Start of Block

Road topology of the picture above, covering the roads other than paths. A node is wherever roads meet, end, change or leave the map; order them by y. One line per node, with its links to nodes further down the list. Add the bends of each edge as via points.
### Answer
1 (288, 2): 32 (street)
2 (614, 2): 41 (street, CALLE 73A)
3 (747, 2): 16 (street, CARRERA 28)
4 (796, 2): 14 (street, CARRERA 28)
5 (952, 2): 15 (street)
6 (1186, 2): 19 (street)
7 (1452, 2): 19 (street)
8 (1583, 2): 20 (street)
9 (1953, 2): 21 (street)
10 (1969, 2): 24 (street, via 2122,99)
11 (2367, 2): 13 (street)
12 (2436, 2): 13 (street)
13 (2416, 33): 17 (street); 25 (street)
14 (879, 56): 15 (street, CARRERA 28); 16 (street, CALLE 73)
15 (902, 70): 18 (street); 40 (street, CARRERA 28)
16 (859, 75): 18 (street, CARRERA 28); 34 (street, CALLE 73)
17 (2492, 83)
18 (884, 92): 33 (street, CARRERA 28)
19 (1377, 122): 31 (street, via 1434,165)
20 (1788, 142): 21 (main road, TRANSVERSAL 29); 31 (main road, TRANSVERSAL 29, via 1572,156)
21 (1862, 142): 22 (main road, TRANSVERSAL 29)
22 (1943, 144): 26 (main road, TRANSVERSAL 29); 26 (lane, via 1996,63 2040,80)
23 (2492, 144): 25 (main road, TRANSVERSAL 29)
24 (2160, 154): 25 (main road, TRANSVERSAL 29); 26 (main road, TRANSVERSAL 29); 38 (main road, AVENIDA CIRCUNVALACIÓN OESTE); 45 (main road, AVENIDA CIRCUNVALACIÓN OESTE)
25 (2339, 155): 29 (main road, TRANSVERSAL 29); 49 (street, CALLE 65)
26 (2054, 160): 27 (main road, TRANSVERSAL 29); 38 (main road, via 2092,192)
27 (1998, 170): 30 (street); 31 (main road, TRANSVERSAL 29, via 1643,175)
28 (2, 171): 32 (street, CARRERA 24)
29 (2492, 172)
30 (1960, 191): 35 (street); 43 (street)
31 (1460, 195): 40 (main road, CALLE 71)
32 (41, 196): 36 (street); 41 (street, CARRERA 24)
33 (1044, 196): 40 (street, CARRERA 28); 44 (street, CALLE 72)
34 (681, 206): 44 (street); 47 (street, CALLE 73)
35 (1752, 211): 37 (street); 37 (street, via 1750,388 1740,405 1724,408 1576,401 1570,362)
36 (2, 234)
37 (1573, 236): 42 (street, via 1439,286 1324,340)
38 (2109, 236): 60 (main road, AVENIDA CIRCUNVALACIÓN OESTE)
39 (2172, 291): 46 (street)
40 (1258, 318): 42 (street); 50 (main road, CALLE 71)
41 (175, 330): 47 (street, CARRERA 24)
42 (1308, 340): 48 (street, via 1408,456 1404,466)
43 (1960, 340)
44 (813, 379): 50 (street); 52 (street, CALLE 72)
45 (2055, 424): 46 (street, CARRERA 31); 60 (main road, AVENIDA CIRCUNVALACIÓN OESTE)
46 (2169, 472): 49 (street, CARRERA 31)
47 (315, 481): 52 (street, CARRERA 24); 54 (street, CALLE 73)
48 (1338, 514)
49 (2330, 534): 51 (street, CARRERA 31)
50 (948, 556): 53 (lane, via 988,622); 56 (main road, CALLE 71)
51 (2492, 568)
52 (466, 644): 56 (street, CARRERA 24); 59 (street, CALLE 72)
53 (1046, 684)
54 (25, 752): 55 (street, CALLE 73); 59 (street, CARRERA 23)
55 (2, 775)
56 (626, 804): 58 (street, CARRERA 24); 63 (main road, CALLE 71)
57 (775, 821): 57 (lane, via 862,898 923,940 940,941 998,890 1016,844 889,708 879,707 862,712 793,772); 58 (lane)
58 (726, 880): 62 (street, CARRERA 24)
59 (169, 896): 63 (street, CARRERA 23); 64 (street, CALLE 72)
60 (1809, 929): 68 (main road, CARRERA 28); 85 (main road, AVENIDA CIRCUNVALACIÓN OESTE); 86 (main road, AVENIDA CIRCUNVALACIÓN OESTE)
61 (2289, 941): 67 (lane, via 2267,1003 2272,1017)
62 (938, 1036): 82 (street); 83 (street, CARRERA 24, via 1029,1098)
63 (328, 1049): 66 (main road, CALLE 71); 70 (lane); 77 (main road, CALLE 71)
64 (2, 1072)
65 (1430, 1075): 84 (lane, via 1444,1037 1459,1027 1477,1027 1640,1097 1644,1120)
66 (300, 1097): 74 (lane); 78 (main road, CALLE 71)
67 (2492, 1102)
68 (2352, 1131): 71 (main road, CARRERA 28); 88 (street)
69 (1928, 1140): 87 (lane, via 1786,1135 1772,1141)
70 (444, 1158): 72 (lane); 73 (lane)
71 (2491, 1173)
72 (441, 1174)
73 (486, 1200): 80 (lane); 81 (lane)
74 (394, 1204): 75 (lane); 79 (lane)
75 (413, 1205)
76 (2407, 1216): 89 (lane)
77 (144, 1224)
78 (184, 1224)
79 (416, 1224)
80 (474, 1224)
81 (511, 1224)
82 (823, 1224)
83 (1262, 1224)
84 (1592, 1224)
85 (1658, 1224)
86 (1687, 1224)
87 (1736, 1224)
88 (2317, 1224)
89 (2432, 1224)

End of Block

:: Brief ::
Your response should be each line that includes the word "lane", copied from the records.

:: Written response ::
22 (1943, 144): 26 (main road, TRANSVERSAL 29); 26 (lane, via 1996,63 2040,80)
50 (948, 556): 53 (lane, via 988,622); 56 (main road, CALLE 71)
57 (775, 821): 57 (lane, via 862,898 923,940 940,941 998,890 1016,844 889,708 879,707 862,712 793,772); 58 (lane)
61 (2289, 941): 67 (lane, via 2267,1003 2272,1017)
63 (328, 1049): 66 (main road, CALLE 71); 70 (lane); 77 (main road, CALLE 71)
65 (1430, 1075): 84 (lane, via 1444,1037 1459,1027 1477,1027 1640,1097 1644,1120)
66 (300, 1097): 74 (lane); 78 (main road, CALLE 71)
69 (1928, 1140): 87 (lane, via 1786,1135 1772,1141)
70 (444, 1158): 72 (lane); 73 (lane)
73 (486, 1200): 80 (lane); 81 (lane)
74 (394, 1204): 75 (lane); 79 (lane)
76 (2407, 1216): 89 (lane)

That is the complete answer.